Dixon sprang across the road like a tiger, and gave Tom such a swinging box on the ear that, for a moment, he reeled again. And then, all the devil in Tom was loosed, and he leaped on his foe, gripping him by the throat until every vein in his forehead stood out in blue knots. The action was so unexpected and so rapid that Dixon found it impossible to free himself. The men swayed to and fro in each other's embrace, finally falling heavily together with a sickening thud upon the road.
Tom was uppermost, and picked himself up with a rather ghastly smile, but Dixon lay there rigid and motionless.
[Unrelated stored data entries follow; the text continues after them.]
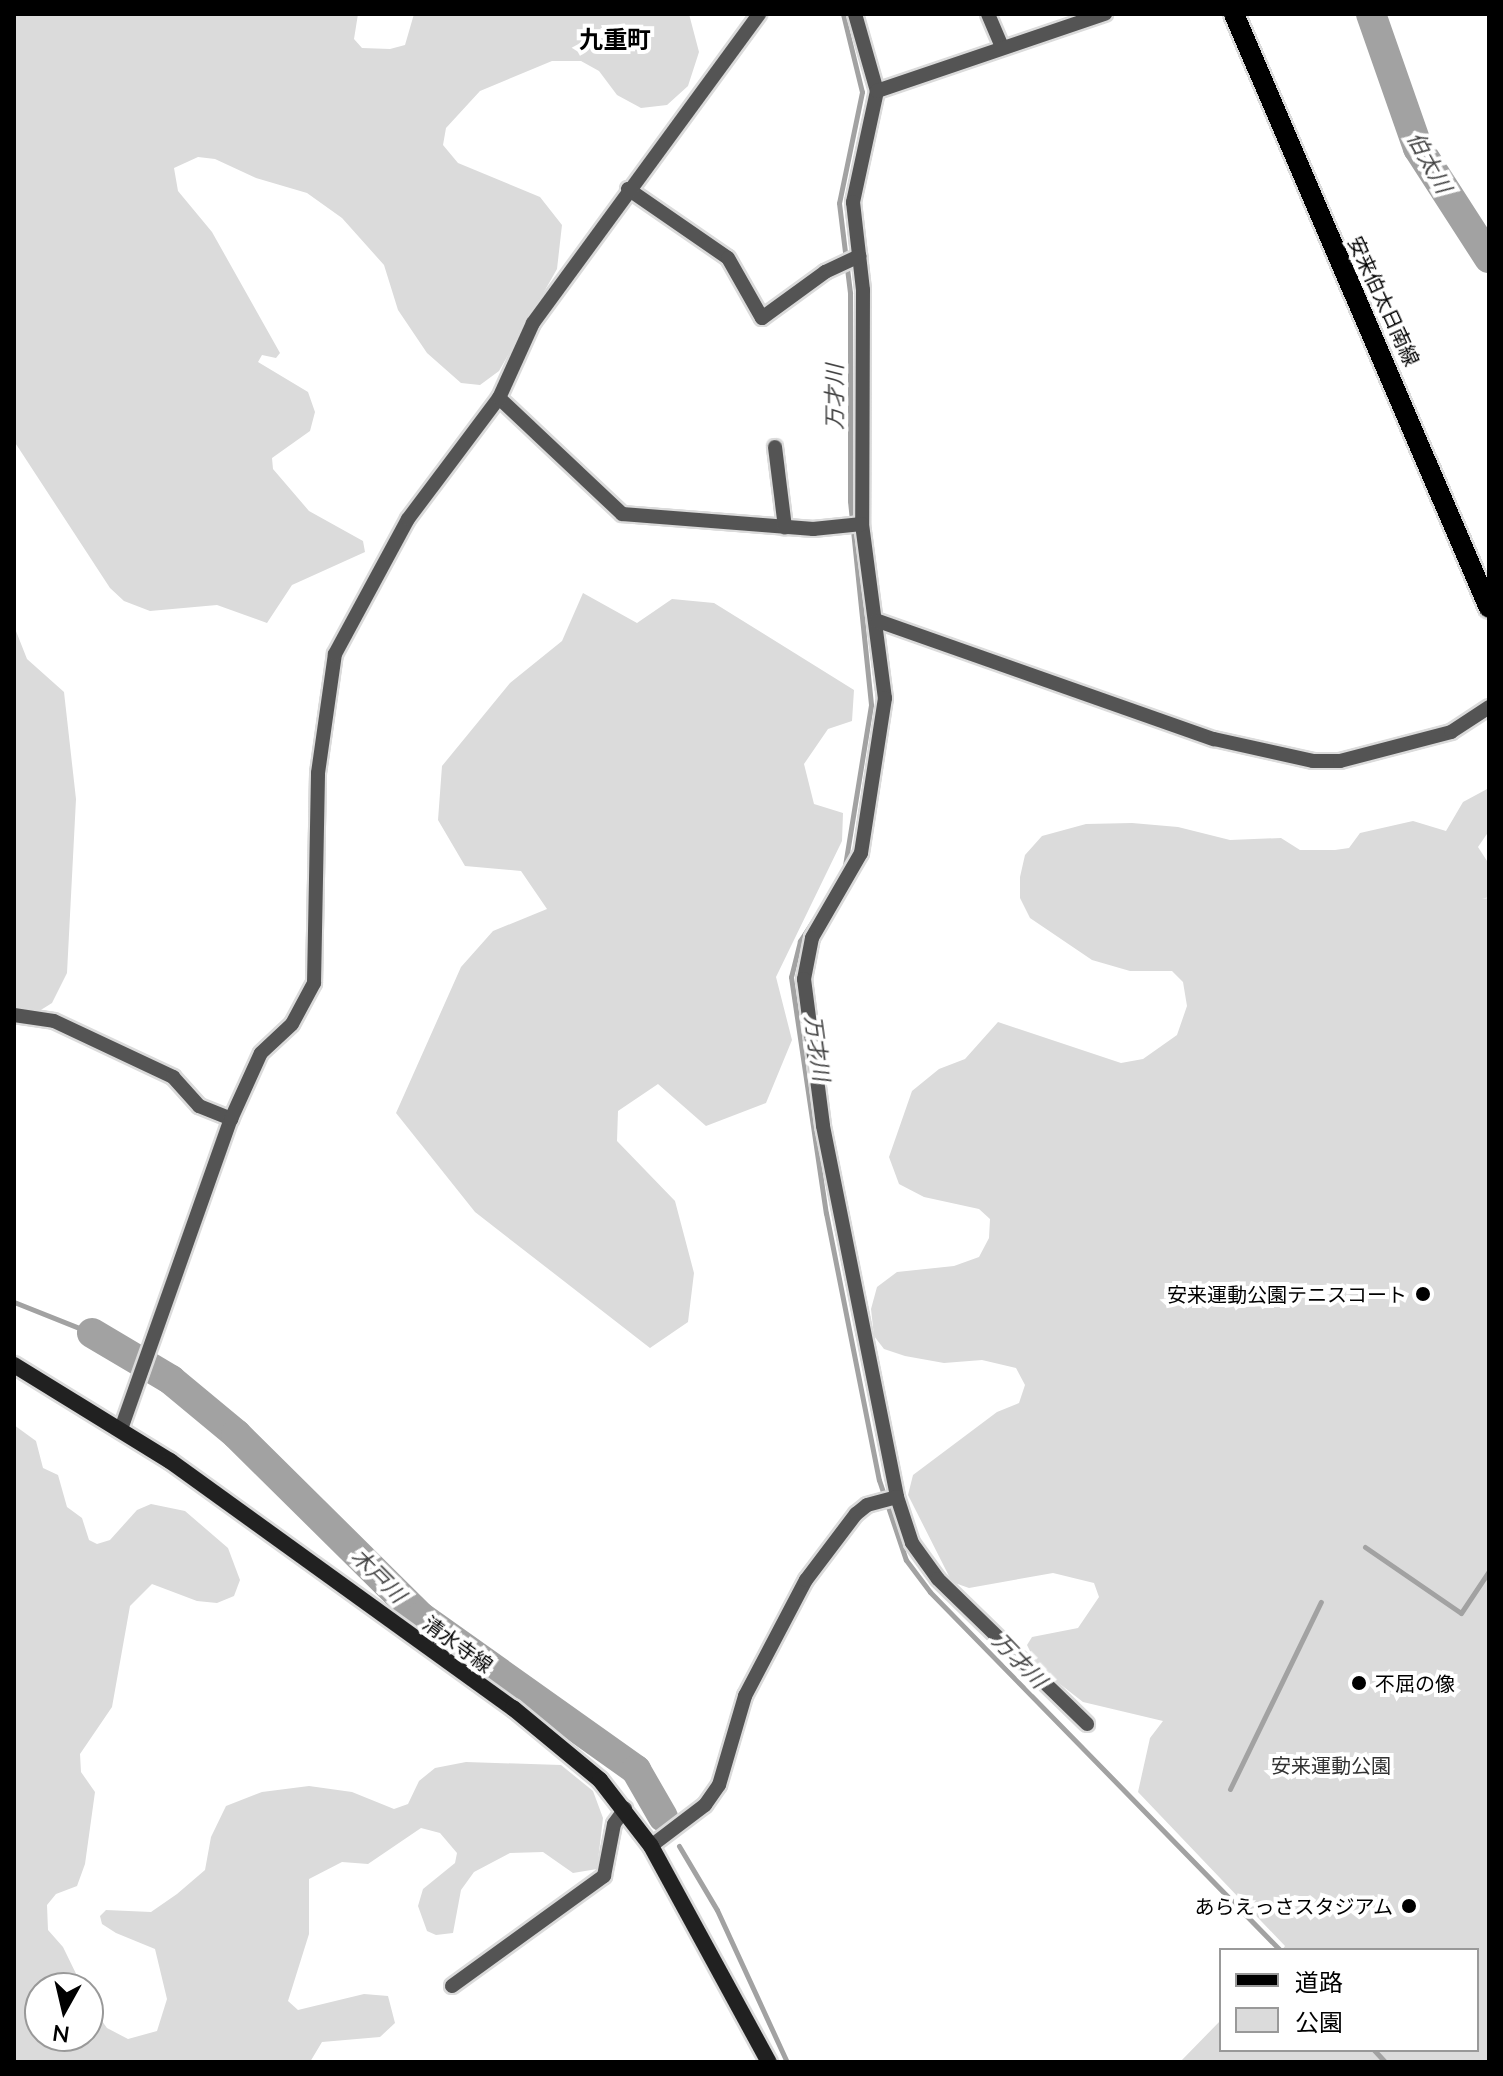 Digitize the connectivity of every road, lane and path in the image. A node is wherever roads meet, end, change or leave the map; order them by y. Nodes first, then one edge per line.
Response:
1 (759, 14) edge
2 (855, 14) edge
3 (988, 14) edge
4 (1105, 14) edge
5 (1234, 14) edge
6 (1001, 45) junction
7 (877, 91) junction
8 (628, 189) junction
9 (848, 261) junction
10 (499, 398) junction
11 (775, 447) dead end
12 (862, 524) junction
13 (785, 527) junction
14 (1489, 608) edge
15 (878, 621) junction
16 (1489, 707) edge
17 (14, 1015) edge
18 (231, 1119) junction
19 (14, 1365) edge
20 (121, 1429) junction
21 (897, 1497) junction
22 (1087, 1724) dead end
23 (625, 1809) junction
24 (651, 1846) junction
25 (452, 1986) dead end
26 (769, 2062) edge

1 - 8 street
2 - 7 street
3 - 6 street
4 - 6 street
5 - 14 main road, 安来伯太日南線
6 - 7 street
7 - 9 street
8 - 9 street
8 - 10 street
9 - 12 street
10 - 13 street
10 - 18 street
11 - 13 street
12 - 13 street
12 - 15 street
15 - 16 street
15 - 21 street
17 - 18 street
18 - 20 street
19 - 20 main road, 清水寺線
20 - 23 main road, 清水寺線
21 - 22 street
21 - 24 street
23 - 24 main road, 清水寺線
23 - 25 street
24 - 26 main road, 清水寺線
"Get up!" said Tom, poking him with the toe of his boot. "You won't be so ready to interfere with me another time." But Dixon did not stir.
Rose, who had tried to stop the quarrel by every artifice in her power, knelt down by the side of her lover. And suddenly a cry so shrill, so despairing, broke the air, that Tom's heart stood still and the blood froze in his veins.
"Tom! Tom!--you wicked man, you've killed him!" she shrieked.
And Tom, sobered by the cry, and realizing in all its horror the meaning of the words, turned like guilty Cain and fled. There was but one place for him now: the river--the river, and the end of it all. He was making for it straight, flying by the nearest cut across the fields, leaping ditches, scrambling through hedges, regardless of the brambles that scored his face and hands. Like a hare hunted by the hounds he fled; away from his own guilty action, away from the woman he loved, to the river which would sweep him swiftly, painlessly to rest and forgetfulness. But would it? He had stumbled accidentally into the path which led towards the cottage where he lodged, and turned his head as he ran to take one last glance at the light which glimmered in the window. He could see the river now; he was nearing the brink.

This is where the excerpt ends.